Today of course, we have spray starch to use. And, we probably don't have so many items to iron that we have to save some in the fridge. Aggie said that when she starches, she starches the inside of the garment, rather than the outside, so that the iron's surface doesn't get sticky. That's a good idea.

She also said they ironed the sheets and underwear. I think it was Annette who asked why they did that because she had heard that and had always wondered. Clearly, the sheets weren't made out of the fine threaded fabric we have today. They were rough milled cotton and the thread count was probably less than 100 per square inch. So when they slept on the sheet, it was rough on their skin and chaffed. If they ironed the sheets, they would be smoother and easier to sleep on. The same was true of the underwear they wore. Today's nicest sheets are 600 threads per square inch, which means there's little possibility of actually feeling the threads on your skin. Of course, we have different sources of thread than raw cotton to use today also. I can't imagine all that time spent just ironing to make your family more comfortable. No wonder my Irish female ancestors took in ironing for extra pay. Now it makes sense.

We had a fun time chatting about our own experiences of ironing. One woman said that when she doesn't feel like she has accomplished anything, she will iron. She said that everytime she pressed out a wrinkle, she told herself, 'see there, I've fixed a problem today'. Who knew that ironing could be an uplifting experience. I never thought of that. Several stories of finger burns and of the career woman in a hurry to iron a smudge of wrinkles out of her skirts while wearing it.

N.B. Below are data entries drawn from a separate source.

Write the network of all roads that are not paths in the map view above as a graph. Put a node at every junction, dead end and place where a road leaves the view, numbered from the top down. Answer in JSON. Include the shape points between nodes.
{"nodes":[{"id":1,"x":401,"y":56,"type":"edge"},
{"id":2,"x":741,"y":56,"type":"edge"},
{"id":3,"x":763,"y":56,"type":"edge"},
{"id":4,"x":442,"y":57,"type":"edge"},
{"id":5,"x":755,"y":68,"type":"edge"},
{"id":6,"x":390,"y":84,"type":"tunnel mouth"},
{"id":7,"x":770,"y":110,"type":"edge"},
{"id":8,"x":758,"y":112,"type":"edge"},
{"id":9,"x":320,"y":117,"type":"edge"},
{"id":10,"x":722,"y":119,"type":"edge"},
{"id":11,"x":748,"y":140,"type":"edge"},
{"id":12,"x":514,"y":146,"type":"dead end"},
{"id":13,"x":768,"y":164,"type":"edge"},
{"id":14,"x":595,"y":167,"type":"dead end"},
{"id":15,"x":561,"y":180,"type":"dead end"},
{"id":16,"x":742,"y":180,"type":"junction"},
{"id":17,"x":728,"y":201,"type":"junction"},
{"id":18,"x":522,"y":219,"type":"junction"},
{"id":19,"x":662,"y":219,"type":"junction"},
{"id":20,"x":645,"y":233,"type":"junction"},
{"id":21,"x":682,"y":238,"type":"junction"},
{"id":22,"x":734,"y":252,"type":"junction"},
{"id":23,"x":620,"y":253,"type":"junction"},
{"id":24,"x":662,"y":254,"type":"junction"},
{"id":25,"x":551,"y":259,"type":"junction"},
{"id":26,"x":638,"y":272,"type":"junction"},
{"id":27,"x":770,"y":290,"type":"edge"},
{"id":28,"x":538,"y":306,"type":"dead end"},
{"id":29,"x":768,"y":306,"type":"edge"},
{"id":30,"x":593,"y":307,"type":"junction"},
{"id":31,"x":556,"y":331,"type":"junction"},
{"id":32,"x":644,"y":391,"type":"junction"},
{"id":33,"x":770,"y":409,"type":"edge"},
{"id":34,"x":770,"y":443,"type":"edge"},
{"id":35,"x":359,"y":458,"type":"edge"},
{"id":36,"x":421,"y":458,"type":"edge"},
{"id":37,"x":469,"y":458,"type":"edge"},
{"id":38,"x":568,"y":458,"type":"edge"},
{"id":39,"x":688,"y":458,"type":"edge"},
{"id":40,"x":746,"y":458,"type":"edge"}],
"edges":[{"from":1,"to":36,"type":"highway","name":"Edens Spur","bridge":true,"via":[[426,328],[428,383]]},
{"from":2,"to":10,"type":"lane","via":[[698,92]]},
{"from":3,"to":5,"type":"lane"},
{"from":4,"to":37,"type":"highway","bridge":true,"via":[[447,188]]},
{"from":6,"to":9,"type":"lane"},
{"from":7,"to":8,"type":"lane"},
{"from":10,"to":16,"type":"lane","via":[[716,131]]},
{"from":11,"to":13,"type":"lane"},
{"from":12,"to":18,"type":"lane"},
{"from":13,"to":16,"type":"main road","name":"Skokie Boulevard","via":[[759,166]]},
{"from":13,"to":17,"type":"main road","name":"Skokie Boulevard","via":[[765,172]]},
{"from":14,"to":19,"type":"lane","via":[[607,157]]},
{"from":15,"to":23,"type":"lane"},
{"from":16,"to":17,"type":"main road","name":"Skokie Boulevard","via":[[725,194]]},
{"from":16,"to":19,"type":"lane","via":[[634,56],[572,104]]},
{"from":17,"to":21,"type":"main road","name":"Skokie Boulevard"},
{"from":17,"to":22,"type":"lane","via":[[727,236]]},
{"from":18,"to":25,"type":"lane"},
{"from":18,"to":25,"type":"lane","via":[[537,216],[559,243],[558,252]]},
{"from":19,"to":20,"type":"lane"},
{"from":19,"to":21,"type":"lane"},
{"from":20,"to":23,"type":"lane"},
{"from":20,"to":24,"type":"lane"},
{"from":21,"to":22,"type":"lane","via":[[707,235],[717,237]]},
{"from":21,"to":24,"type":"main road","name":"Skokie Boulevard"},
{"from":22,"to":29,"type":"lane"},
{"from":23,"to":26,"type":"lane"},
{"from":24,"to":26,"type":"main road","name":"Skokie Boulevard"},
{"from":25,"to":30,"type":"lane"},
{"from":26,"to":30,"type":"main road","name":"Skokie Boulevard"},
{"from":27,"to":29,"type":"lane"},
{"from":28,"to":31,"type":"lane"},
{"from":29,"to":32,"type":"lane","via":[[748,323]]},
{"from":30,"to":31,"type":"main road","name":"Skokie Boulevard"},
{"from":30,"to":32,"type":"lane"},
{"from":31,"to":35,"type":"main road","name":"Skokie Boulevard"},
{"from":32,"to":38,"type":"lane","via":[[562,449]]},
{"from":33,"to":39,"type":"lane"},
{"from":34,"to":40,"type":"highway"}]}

We also had a few remedies for getting out scorch marks. Since these are really slight burns on the fabric, and if not too deep, they may be scrubbed with an steel-wool pad. If you damage the fabric with the steel-wool, I guess you just need to admit defeat and throw the thing out.

Joan said she just throws her ironing on top of her tread mill so she has an excuse to not do either. With that, we finished the demonstration in smiles.